Multiple Hands, Multiple Voices

Perhaps the simplest of strategies that can complement the wait-time strategy is “Multiple Hands, Multiple Voices.” Especially in secondary and collegiate classrooms with large numbers of students, waiting can commonly lead to a stubborn lack of response or a willingness to answer by only one or two students. The silence seems interminable, and both instructor and students know that the power to end the pain lies with the instructor who created it to begin with. As such, extending wait time alone does not necessarily lead to more thinking or more and better answers. However, when the instructor follows his/her question with a statement such as, “I'm going to wait until I see hands from five (pick a number appropriate for your setting) volunteers before we hear an idea from anyone,” the power to end the silence is clearly shifted from the instructor to the students. For the waiting to end, five students have to be willing to share their thoughts. Seemingly simple, this statement or a variant thereof can be immensely helpful to both instructor and students in allowing time for the whole class to really think over the question. Additionally, it ensures the quickest thinkers are not the only ones allowed enough cognitive processing time to benefit from the question. One can further attempt to recruit new voices into the conversation, by requesting responses from new voices with statements such as, “I'd like to see hands from five folks that I haven't heard from yet.”

Think-Pair-Share

Another classroom strategy (Lyman, 1981) to structure wait time is commonly known as “Think-Pair-Share” (National Institute for Science Education, 1997). Although more complex than Multiple Hands, Multiple Voices, it nevertheless is a relatively easy activity to integrate within an existing lecture or laboratory course framework, and takes relatively little time to plan and implement (as little as 10 min). Think-Pair-Share is a cooperative learning (Johnson and Johnson) strategy, where student pairings are informal and brief, eliminating the need for monitoring strategies recommended when groups work together for extended periods of time. The basic steps for carrying out a Think-Pair-Share activity go as follows:

  1. Pose a question at the same point during the class session in which you would ordinarily ask that question or would choose to open up a topic for discussion.
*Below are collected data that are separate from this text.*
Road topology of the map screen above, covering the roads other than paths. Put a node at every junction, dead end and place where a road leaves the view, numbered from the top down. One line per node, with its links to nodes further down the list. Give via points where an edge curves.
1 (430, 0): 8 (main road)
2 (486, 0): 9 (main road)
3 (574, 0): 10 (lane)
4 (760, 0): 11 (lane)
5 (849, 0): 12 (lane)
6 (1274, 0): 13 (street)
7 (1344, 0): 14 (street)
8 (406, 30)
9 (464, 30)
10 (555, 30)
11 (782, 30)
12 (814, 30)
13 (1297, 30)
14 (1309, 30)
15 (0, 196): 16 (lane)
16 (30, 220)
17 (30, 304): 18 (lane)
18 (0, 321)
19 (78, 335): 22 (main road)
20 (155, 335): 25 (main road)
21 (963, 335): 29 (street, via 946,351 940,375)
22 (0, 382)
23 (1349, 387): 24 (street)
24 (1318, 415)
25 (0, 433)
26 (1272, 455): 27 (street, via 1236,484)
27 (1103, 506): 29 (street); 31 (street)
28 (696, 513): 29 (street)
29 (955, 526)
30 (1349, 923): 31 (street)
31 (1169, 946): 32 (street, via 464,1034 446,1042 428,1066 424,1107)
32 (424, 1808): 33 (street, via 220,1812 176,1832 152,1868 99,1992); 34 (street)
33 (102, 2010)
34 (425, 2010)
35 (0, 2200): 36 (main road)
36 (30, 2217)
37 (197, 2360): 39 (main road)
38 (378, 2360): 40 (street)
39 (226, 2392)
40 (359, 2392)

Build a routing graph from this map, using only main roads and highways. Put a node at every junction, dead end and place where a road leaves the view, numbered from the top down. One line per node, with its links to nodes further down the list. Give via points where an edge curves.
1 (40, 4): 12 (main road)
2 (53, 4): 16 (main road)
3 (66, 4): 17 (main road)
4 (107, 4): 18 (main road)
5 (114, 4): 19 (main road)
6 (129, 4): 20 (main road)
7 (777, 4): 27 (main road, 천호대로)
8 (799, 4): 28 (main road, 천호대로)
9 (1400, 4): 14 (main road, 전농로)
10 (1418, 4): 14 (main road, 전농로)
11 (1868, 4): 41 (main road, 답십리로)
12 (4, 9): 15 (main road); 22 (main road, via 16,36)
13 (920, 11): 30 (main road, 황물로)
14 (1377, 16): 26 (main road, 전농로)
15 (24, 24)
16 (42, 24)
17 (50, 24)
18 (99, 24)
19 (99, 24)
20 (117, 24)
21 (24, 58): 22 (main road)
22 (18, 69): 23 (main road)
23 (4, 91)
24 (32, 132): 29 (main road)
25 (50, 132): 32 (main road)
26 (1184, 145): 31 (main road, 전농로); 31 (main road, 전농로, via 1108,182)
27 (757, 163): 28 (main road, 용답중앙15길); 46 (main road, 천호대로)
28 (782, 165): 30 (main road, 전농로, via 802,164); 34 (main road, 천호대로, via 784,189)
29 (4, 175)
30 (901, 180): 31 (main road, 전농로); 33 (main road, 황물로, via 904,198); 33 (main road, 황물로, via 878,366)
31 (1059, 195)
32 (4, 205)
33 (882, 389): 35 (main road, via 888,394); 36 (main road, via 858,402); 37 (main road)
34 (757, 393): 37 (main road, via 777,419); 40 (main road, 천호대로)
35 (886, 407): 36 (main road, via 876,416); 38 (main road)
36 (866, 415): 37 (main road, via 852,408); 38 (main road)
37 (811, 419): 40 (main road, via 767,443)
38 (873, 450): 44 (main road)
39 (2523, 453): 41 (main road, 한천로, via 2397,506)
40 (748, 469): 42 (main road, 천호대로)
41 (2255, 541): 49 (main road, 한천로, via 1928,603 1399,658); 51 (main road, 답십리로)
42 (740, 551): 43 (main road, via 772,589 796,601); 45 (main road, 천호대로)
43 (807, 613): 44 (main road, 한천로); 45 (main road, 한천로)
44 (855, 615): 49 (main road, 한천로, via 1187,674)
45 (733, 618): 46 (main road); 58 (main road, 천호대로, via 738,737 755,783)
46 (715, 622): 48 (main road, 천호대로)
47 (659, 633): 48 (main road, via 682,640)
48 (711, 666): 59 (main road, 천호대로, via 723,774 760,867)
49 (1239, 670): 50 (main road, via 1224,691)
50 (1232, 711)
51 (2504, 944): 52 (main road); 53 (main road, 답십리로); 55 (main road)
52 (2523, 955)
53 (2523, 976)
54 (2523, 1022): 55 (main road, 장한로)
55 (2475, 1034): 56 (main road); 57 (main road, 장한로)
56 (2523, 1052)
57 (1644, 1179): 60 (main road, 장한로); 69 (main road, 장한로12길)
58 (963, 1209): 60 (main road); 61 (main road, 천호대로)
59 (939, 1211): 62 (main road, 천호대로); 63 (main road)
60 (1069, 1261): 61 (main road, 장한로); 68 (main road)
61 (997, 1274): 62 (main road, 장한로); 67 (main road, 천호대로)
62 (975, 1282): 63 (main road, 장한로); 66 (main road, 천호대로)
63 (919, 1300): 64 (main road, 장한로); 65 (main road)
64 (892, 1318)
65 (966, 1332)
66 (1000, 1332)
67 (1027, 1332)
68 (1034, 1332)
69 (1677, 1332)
  2. Allow time for individuals to think independently. Give students about 30 s (or longer if the question is more complex) to think about how they would answer the question. Ask students not to say anything out loud until you give the cue for Step 3. Often, charging students to jot down their ideas on paper helps maintain both the silence and the independence of the thinking.

  3. Form the pairs. Invite students to discuss their ideas with a classmate seated nearby and allow several minutes for pairs to share their ideas with one another and perhaps prepare a composite response. If the class is large or students unacquainted with one another, some may need your assistance in finding a discussion partner.

  4. Invite pairs to share their ideas with the whole class. Ask for volunteers or call on pairs. The number of pairs that it is most beneficial to hear from typically depends on the complexity of the question. A tip for concluding the class discussion when time is at a premium is to listen for the point at which pairs begin to repeat the same answers. At that point, ask if there are any pairs who have different ideas to contribute.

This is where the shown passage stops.